Regardless of bitcoin’s financial performance at this still-early stage, current events are forcing conversations likely to benefit digital currencies in the long run. As the US government enters gridlock, yet again threatening the stability of the global financial system, people will be forced to reassess their understanding of fiat value. With Congress reaching the lowest yearly average approval rating since 1974 this week, anyone holding US Dollars has to wonder just what exactly the full faith and credit of the US government is worth anymore.

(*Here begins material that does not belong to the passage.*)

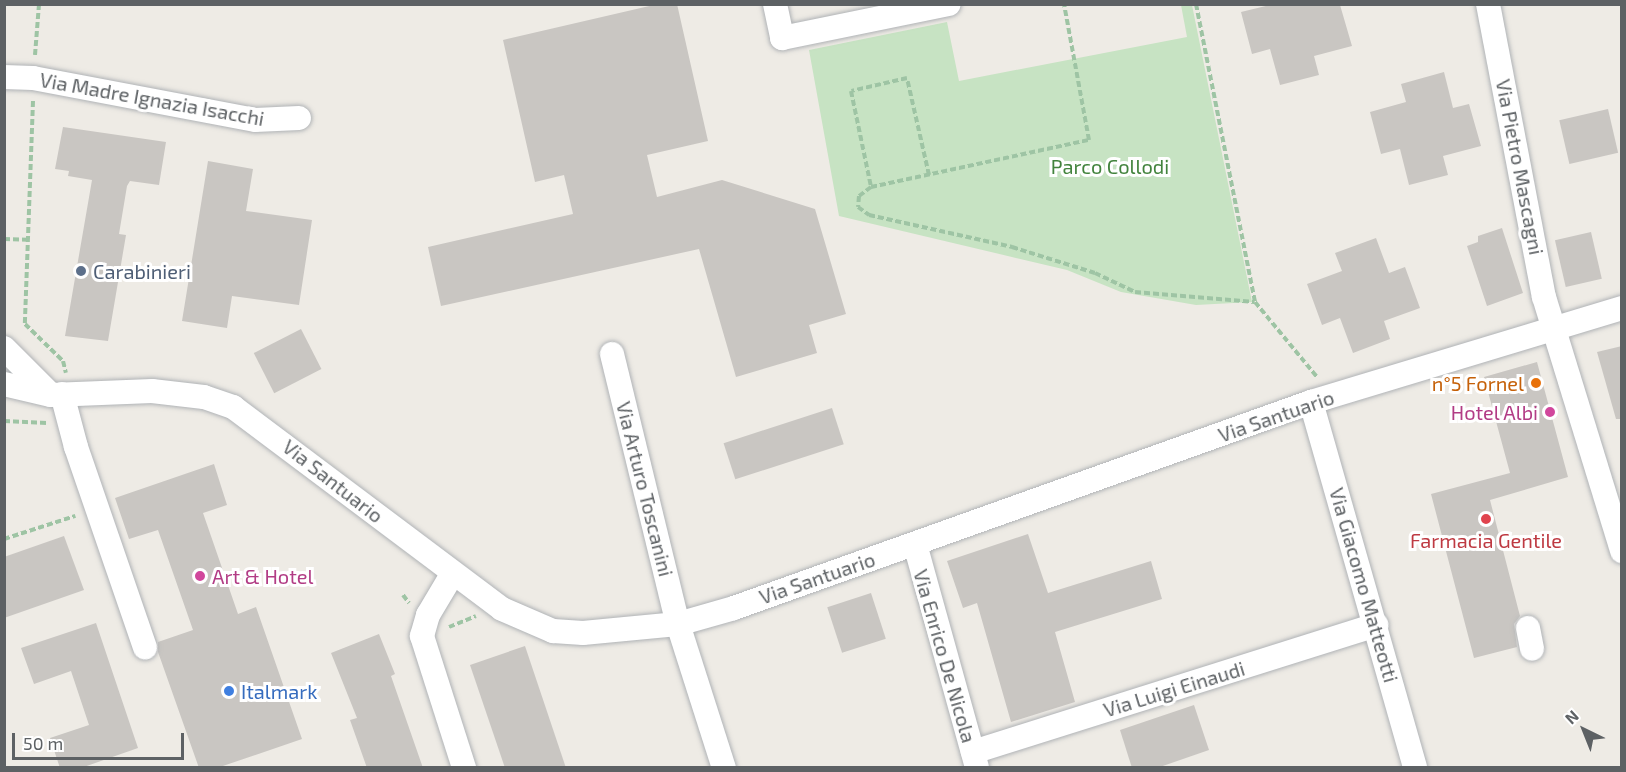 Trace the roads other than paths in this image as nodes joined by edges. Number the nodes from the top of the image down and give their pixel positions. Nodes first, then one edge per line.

With this scenario developing further every day, the prospect of a currency not at the whim of political interests becomes increasingly appealing. In the reasoning for their 2011 downgrade of the US sovereign rating, S&P stated,
“The political brinksmanship of recent months highlights what we see as America’s governance and policymaking becoming less stable, less effective, and less predictable than what we previously believed. The statutory debt ceiling and the threat of default have become political bargaining chips in the debate over fiscal policy.”
By proving them true, the US government has only further shaken the foundation on which the assumption of value behind fiat currency is built. While the world has a ways to go before digital currencies reaches mainstream acceptance, we’ll have the existing powers to thank most of all if it does.